◆ Work to be completed
Every entry needs to be reproduced exactly.

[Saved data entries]
——

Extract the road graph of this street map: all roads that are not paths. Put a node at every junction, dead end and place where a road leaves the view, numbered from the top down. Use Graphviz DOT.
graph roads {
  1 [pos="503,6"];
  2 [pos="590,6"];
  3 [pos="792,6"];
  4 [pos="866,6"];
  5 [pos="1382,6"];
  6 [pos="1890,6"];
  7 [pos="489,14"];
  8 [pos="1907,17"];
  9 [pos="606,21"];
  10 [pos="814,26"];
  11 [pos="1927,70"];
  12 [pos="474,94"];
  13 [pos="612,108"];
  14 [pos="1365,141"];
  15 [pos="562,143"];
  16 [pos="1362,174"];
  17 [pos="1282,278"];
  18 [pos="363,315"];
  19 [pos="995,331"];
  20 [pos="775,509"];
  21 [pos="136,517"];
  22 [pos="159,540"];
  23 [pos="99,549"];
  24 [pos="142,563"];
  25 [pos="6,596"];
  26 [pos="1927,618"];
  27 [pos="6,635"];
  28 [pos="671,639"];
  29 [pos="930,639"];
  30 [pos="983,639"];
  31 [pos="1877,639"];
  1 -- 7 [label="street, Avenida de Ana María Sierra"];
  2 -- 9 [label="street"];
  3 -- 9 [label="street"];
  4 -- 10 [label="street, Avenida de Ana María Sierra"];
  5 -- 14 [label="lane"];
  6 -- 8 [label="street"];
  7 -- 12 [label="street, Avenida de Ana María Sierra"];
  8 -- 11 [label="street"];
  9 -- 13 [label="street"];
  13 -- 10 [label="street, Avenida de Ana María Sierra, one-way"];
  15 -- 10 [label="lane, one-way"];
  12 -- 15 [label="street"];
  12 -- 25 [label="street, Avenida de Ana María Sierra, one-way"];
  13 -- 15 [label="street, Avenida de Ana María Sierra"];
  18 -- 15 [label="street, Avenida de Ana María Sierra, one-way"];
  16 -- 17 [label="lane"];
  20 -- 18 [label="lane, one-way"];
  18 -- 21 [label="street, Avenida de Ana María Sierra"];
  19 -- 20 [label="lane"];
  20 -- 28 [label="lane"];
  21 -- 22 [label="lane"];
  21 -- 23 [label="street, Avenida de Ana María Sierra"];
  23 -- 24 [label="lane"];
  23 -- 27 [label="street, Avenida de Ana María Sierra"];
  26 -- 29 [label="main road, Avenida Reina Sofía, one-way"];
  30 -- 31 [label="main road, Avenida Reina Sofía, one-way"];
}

——

◆ Result for this exercise
Extract the road graph of this street map: all roads that are not paths. Put a node at every junction, dead end and place where a road leaves the view, numbered from the top down. Use Graphviz DOT.
graph roads {
  1 [pos="503,6"];
  2 [pos="590,6"];
  3 [pos="792,6"];
  4 [pos="866,6"];
  5 [pos="1382,6"];
  6 [pos="1890,6"];
  7 [pos="489,14"];
  8 [pos="1907,17"];
  9 [pos="606,21"];
  10 [pos="814,26"];
  11 [pos="1927,70"];
  12 [pos="474,94"];
  13 [pos="612,108"];
  14 [pos="1365,141"];
  15 [pos="562,143"];
  16 [pos="1362,174"];
  17 [pos="1282,278"];
  18 [pos="363,315"];
  19 [pos="995,331"];
  20 [pos="775,509"];
  21 [pos="136,517"];
  22 [pos="159,540"];
  23 [pos="99,549"];
  24 [pos="142,563"];
  25 [pos="6,596"];
  26 [pos="1927,618"];
  27 [pos="6,635"];
  28 [pos="671,639"];
  29 [pos="930,639"];
  30 [pos="983,639"];
  31 [pos="1877,639"];
  1 -- 7 [label="street, Avenida de Ana María Sierra"];
  2 -- 9 [label="street"];
  3 -- 9 [label="street"];
  4 -- 10 [label="street, Avenida de Ana María Sierra"];
  5 -- 14 [label="lane"];
  6 -- 8 [label="street"];
  7 -- 12 [label="street, Avenida de Ana María Sierra"];
  8 -- 11 [label="street"];
  9 -- 13 [label="street"];
  13 -- 10 [label="street, Avenida de Ana María Sierra, one-way"];
  15 -- 10 [label="lane, one-way"];
  12 -- 15 [label="street"];
  12 -- 25 [label="street, Avenida de Ana María Sierra, one-way"];
  13 -- 15 [label="street, Avenida de Ana María Sierra"];
  18 -- 15 [label="street, Avenida de Ana María Sierra, one-way"];
  16 -- 17 [label="lane"];
  20 -- 18 [label="lane, one-way"];
  18 -- 21 [label="street, Avenida de Ana María Sierra"];
  19 -- 20 [label="lane"];
  20 -- 28 [label="lane"];
  21 -- 22 [label="lane"];
  21 -- 23 [label="street, Avenida de Ana María Sierra"];
  23 -- 24 [label="lane"];
  23 -- 27 [label="street, Avenida de Ana María Sierra"];
  26 -- 29 [label="main road, Avenida Reina Sofía, one-way"];
  30 -- 31 [label="main road, Avenida Reina Sofía, one-way"];
}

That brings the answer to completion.